The 1943 Filipstad explosion was a fire in an ammunition store at Filipstad in Oslo on Sunday, 19 December 1943, during the occupation of Norway by Nazi Germany. The fire started during the unloading of ammunition from the transport ship . The estimated amount of exploded ammunition varies from 800 to 1,200 tons. A large number of shells and grenades were tossed into the air and spread over the city. There were around 40 Norwegian casualties and around 75 Germans were killed, and 400 wounded. About 400 buildings were severely damaged.

==Course of events==
The first explosion occurred at around 14:30 local time, and killed 20 dock workers, two crane operators, several German guards and crew from Selma. Workers that were not killed immediately managed to escape from the area or find shelter among large cement blocks on the wharf. The main explosion occurred two hours later, at around 16:30, when an estimated 400 tons of ammunition exploded within a few seconds, five firefighters were killed and sixteen severely injured. The explosive fire lasted several hours. The dangerous situation was declared over at 21:45 the same night. A nearby coal store of 20,000 tons had been set on fire and burned for three weeks. The ship Selma did not explode during the Filipstad fire. The ship was towed away from Filipstad. It exploded and sank in another explosion on 11 January 1944.

==Damage==
The fire resulted in a large number of shells and grenades being thrown over Oslo, but most of them did not explode. The Filipstad area was severely damaged by the explosion and resulting fires. An area of about 60 decares was completely destroyed. A disastrous fire developed in the neighbouring districts, which was the largest fire in Oslo since the establishment of a permanent fire brigade in 1861. Around 350 firefighters from Oslo and 60 from Aker participated in the firefighting operations. Pressure waves resulted in glass being damaged in large areas of Oslo and Aker. According to the city architect, the amount of shattered glass was 53,000 square metres in residential houses, 28,000 square metres in offices and shops, and 9,000 square metres in public buildings such as hospitals and schools. The total amount of shattered glass was 90,000 square metres spread over 1,600 premises. The effect of the explosion was felt as far the southern part of Nordmarka, where the windows of Skjennungstua were shattered.

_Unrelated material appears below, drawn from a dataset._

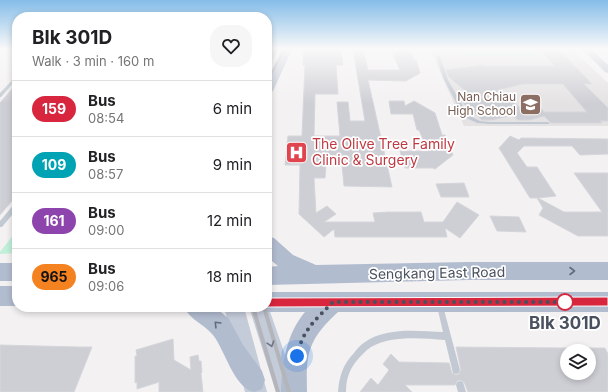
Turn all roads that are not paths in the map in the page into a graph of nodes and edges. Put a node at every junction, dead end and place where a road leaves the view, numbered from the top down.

Norwegian painter Edvard Munch, whose house was partially damaged by the explosions, witnessed how the resulting conflagration unusually illuminated the night sky which he captured in his painting Explosion. In observing and painting the scene on a cold, wet night, the 80 year old artist succumbed to a respiratory illness and died the following month.

==Cause==
After investigations by the German occupation authorities, the incident was declared to be an accident. It has been speculated whether the cause could have been sabotage, but no organization or person has claimed responsibility.